--- DIRECTIONS FOR THIS TASK ---
Every entry should be reproduced word for word.
====
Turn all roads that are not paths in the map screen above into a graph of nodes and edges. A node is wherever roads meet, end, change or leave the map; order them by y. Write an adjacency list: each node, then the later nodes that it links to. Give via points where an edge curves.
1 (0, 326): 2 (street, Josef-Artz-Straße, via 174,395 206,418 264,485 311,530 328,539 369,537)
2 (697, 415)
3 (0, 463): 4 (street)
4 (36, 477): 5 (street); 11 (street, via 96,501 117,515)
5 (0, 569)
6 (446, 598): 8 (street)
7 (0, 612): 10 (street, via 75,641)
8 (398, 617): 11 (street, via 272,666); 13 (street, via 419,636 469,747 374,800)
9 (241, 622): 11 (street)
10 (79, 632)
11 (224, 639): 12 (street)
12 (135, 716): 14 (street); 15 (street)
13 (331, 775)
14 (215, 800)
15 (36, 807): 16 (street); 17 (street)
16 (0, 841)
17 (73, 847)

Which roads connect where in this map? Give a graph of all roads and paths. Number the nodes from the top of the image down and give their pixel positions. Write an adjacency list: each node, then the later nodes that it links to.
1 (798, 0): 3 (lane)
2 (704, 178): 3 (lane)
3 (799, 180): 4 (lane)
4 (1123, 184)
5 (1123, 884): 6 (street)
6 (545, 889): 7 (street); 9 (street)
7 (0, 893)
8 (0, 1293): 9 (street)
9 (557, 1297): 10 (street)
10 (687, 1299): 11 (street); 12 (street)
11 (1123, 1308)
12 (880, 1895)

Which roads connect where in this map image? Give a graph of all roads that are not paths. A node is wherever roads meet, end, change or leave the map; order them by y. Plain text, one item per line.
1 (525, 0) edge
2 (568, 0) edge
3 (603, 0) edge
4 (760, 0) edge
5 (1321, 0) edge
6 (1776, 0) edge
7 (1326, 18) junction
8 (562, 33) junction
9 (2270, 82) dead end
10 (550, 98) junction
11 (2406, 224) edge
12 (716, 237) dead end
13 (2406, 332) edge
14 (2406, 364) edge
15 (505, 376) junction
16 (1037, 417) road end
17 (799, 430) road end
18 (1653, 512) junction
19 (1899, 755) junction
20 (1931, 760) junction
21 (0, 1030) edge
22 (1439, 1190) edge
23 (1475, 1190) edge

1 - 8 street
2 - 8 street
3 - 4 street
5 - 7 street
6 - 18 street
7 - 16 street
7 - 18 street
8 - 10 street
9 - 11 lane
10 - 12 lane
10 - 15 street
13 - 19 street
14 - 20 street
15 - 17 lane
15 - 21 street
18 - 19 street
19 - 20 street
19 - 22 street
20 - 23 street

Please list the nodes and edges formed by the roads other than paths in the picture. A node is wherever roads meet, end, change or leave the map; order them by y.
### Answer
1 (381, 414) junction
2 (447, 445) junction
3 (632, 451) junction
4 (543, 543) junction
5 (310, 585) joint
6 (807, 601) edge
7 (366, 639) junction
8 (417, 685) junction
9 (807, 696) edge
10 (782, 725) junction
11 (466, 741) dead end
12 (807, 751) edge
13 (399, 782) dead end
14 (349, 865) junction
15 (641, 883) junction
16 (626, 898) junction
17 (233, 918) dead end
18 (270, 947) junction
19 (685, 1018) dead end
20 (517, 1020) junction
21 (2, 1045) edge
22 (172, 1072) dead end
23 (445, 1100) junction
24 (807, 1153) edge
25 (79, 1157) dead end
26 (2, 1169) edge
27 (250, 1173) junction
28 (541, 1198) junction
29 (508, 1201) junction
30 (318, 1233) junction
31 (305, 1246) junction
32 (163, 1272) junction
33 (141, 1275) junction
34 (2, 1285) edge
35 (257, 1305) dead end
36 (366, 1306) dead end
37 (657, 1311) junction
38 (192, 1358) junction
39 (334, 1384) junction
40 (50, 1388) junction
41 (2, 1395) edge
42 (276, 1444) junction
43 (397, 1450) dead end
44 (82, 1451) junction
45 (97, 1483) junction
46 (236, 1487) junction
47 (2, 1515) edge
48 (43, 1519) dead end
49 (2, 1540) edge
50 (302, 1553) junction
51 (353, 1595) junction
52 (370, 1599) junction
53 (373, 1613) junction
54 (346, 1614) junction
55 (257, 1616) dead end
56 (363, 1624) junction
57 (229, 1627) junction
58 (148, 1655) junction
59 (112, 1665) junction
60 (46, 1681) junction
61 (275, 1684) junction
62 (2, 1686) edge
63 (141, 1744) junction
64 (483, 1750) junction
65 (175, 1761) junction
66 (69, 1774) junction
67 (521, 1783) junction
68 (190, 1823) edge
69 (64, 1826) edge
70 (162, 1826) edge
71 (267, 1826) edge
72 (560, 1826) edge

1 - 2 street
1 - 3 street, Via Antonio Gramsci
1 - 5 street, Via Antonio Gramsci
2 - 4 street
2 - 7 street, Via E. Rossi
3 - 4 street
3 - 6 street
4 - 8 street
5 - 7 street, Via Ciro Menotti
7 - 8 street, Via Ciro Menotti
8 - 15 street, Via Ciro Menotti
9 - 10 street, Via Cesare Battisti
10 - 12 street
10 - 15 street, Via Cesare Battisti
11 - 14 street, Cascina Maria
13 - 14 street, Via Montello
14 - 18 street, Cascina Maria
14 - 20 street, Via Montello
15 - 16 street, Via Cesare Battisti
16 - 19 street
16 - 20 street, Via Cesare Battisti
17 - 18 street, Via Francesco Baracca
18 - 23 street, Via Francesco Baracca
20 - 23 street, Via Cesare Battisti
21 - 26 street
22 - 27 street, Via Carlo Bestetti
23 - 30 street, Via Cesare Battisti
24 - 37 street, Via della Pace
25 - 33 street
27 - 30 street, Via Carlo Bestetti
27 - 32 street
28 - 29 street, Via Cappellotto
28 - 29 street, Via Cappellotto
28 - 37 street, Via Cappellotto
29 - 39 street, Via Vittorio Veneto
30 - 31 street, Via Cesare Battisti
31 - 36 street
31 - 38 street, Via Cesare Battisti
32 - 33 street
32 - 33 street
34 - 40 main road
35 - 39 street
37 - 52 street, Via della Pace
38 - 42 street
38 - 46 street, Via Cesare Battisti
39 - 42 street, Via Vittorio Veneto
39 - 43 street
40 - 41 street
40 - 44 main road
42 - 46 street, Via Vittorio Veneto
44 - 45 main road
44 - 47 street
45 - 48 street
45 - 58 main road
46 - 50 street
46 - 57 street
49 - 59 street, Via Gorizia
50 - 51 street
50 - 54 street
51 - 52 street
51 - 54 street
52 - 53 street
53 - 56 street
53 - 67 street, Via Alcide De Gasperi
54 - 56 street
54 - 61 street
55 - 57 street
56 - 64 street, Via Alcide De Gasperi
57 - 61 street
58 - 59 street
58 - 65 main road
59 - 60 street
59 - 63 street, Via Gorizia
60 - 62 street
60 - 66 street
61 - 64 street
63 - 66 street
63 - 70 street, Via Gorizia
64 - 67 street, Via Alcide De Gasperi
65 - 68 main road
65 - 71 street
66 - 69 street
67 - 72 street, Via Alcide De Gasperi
====
--- ANSWER SECTION ---
Turn all roads that are not paths in the map screen above into a graph of nodes and edges. A node is wherever roads meet, end, change or leave the map; order them by y. Write an adjacency list: each node, then the later nodes that it links to. Give via points where an edge curves.
1 (0, 326): 2 (street, Josef-Artz-Straße, via 174,395 206,418 264,485 311,530 328,539 369,537)
2 (697, 415)
3 (0, 463): 4 (street)
4 (36, 477): 5 (street); 11 (street, via 96,501 117,515)
5 (0, 569)
6 (446, 598): 8 (street)
7 (0, 612): 10 (street, via 75,641)
8 (398, 617): 11 (street, via 272,666); 13 (street, via 419,636 469,747 374,800)
9 (241, 622): 11 (street)
10 (79, 632)
11 (224, 639): 12 (street)
12 (135, 716): 14 (street); 15 (street)
13 (331, 775)
14 (215, 800)
15 (36, 807): 16 (street); 17 (street)
16 (0, 841)
17 (73, 847)

Which roads connect where in this map? Give a graph of all roads and paths. Number the nodes from the top of the image down and give their pixel positions. Write an adjacency list: each node, then the later nodes that it links to.
1 (798, 0): 3 (lane)
2 (704, 178): 3 (lane)
3 (799, 180): 4 (lane)
4 (1123, 184)
5 (1123, 884): 6 (street)
6 (545, 889): 7 (street); 9 (street)
7 (0, 893)
8 (0, 1293): 9 (street)
9 (557, 1297): 10 (street)
10 (687, 1299): 11 (street); 12 (street)
11 (1123, 1308)
12 (880, 1895)

Which roads connect where in this map image? Give a graph of all roads that are not paths. A node is wherever roads meet, end, change or leave the map; order them by y. Plain text, one item per line.
1 (525, 0) edge
2 (568, 0) edge
3 (603, 0) edge
4 (760, 0) edge
5 (1321, 0) edge
6 (1776, 0) edge
7 (1326, 18) junction
8 (562, 33) junction
9 (2270, 82) dead end
10 (550, 98) junction
11 (2406, 224) edge
12 (716, 237) dead end
13 (2406, 332) edge
14 (2406, 364) edge
15 (505, 376) junction
16 (1037, 417) road end
17 (799, 430) road end
18 (1653, 512) junction
19 (1899, 755) junction
20 (1931, 760) junction
21 (0, 1030) edge
22 (1439, 1190) edge
23 (1475, 1190) edge

1 - 8 street
2 - 8 street
3 - 4 street
5 - 7 street
6 - 18 street
7 - 16 street
7 - 18 street
8 - 10 street
9 - 11 lane
10 - 12 lane
10 - 15 street
13 - 19 street
14 - 20 street
15 - 17 lane
15 - 21 street
18 - 19 street
19 - 20 street
19 - 22 street
20 - 23 street

Please list the nodes and edges formed by the roads other than paths in the picture. A node is wherever roads meet, end, change or leave the map; order them by y.
### Answer
1 (381, 414) junction
2 (447, 445) junction
3 (632, 451) junction
4 (543, 543) junction
5 (310, 585) joint
6 (807, 601) edge
7 (366, 639) junction
8 (417, 685) junction
9 (807, 696) edge
10 (782, 725) junction
11 (466, 741) dead end
12 (807, 751) edge
13 (399, 782) dead end
14 (349, 865) junction
15 (641, 883) junction
16 (626, 898) junction
17 (233, 918) dead end
18 (270, 947) junction
19 (685, 1018) dead end
20 (517, 1020) junction
21 (2, 1045) edge
22 (172, 1072) dead end
23 (445, 1100) junction
24 (807, 1153) edge
25 (79, 1157) dead end
26 (2, 1169) edge
27 (250, 1173) junction
28 (541, 1198) junction
29 (508, 1201) junction
30 (318, 1233) junction
31 (305, 1246) junction
32 (163, 1272) junction
33 (141, 1275) junction
34 (2, 1285) edge
35 (257, 1305) dead end
36 (366, 1306) dead end
37 (657, 1311) junction
38 (192, 1358) junction
39 (334, 1384) junction
40 (50, 1388) junction
41 (2, 1395) edge
42 (276, 1444) junction
43 (397, 1450) dead end
44 (82, 1451) junction
45 (97, 1483) junction
46 (236, 1487) junction
47 (2, 1515) edge
48 (43, 1519) dead end
49 (2, 1540) edge
50 (302, 1553) junction
51 (353, 1595) junction
52 (370, 1599) junction
53 (373, 1613) junction
54 (346, 1614) junction
55 (257, 1616) dead end
56 (363, 1624) junction
57 (229, 1627) junction
58 (148, 1655) junction
59 (112, 1665) junction
60 (46, 1681) junction
61 (275, 1684) junction
62 (2, 1686) edge
63 (141, 1744) junction
64 (483, 1750) junction
65 (175, 1761) junction
66 (69, 1774) junction
67 (521, 1783) junction
68 (190, 1823) edge
69 (64, 1826) edge
70 (162, 1826) edge
71 (267, 1826) edge
72 (560, 1826) edge

1 - 2 street
1 - 3 street, Via Antonio Gramsci
1 - 5 street, Via Antonio Gramsci
2 - 4 street
2 - 7 street, Via E. Rossi
3 - 4 street
3 - 6 street
4 - 8 street
5 - 7 street, Via Ciro Menotti
7 - 8 street, Via Ciro Menotti
8 - 15 street, Via Ciro Menotti
9 - 10 street, Via Cesare Battisti
10 - 12 street
10 - 15 street, Via Cesare Battisti
11 - 14 street, Cascina Maria
13 - 14 street, Via Montello
14 - 18 street, Cascina Maria
14 - 20 street, Via Montello
15 - 16 street, Via Cesare Battisti
16 - 19 street
16 - 20 street, Via Cesare Battisti
17 - 18 street, Via Francesco Baracca
18 - 23 street, Via Francesco Baracca
20 - 23 street, Via Cesare Battisti
21 - 26 street
22 - 27 street, Via Carlo Bestetti
23 - 30 street, Via Cesare Battisti
24 - 37 street, Via della Pace
25 - 33 street
27 - 30 street, Via Carlo Bestetti
27 - 32 street
28 - 29 street, Via Cappellotto
28 - 29 street, Via Cappellotto
28 - 37 street, Via Cappellotto
29 - 39 street, Via Vittorio Veneto
30 - 31 street, Via Cesare Battisti
31 - 36 street
31 - 38 street, Via Cesare Battisti
32 - 33 street
32 - 33 street
34 - 40 main road
35 - 39 street
37 - 52 street, Via della Pace
38 - 42 street
38 - 46 street, Via Cesare Battisti
39 - 42 street, Via Vittorio Veneto
39 - 43 street
40 - 41 street
40 - 44 main road
42 - 46 street, Via Vittorio Veneto
44 - 45 main road
44 - 47 street
45 - 48 street
45 - 58 main road
46 - 50 street
46 - 57 street
49 - 59 street, Via Gorizia
50 - 51 street
50 - 54 street
51 - 52 street
51 - 54 street
52 - 53 street
53 - 56 street
53 - 67 street, Via Alcide De Gasperi
54 - 56 street
54 - 61 street
55 - 57 street
56 - 64 street, Via Alcide De Gasperi
57 - 61 street
58 - 59 street
58 - 65 main road
59 - 60 street
59 - 63 street, Via Gorizia
60 - 62 street
60 - 66 street
61 - 64 street
63 - 66 street
63 - 70 street, Via Gorizia
64 - 67 street, Via Alcide De Gasperi
65 - 68 main road
65 - 71 street
66 - 69 street
67 - 72 street, Via Alcide De Gasperi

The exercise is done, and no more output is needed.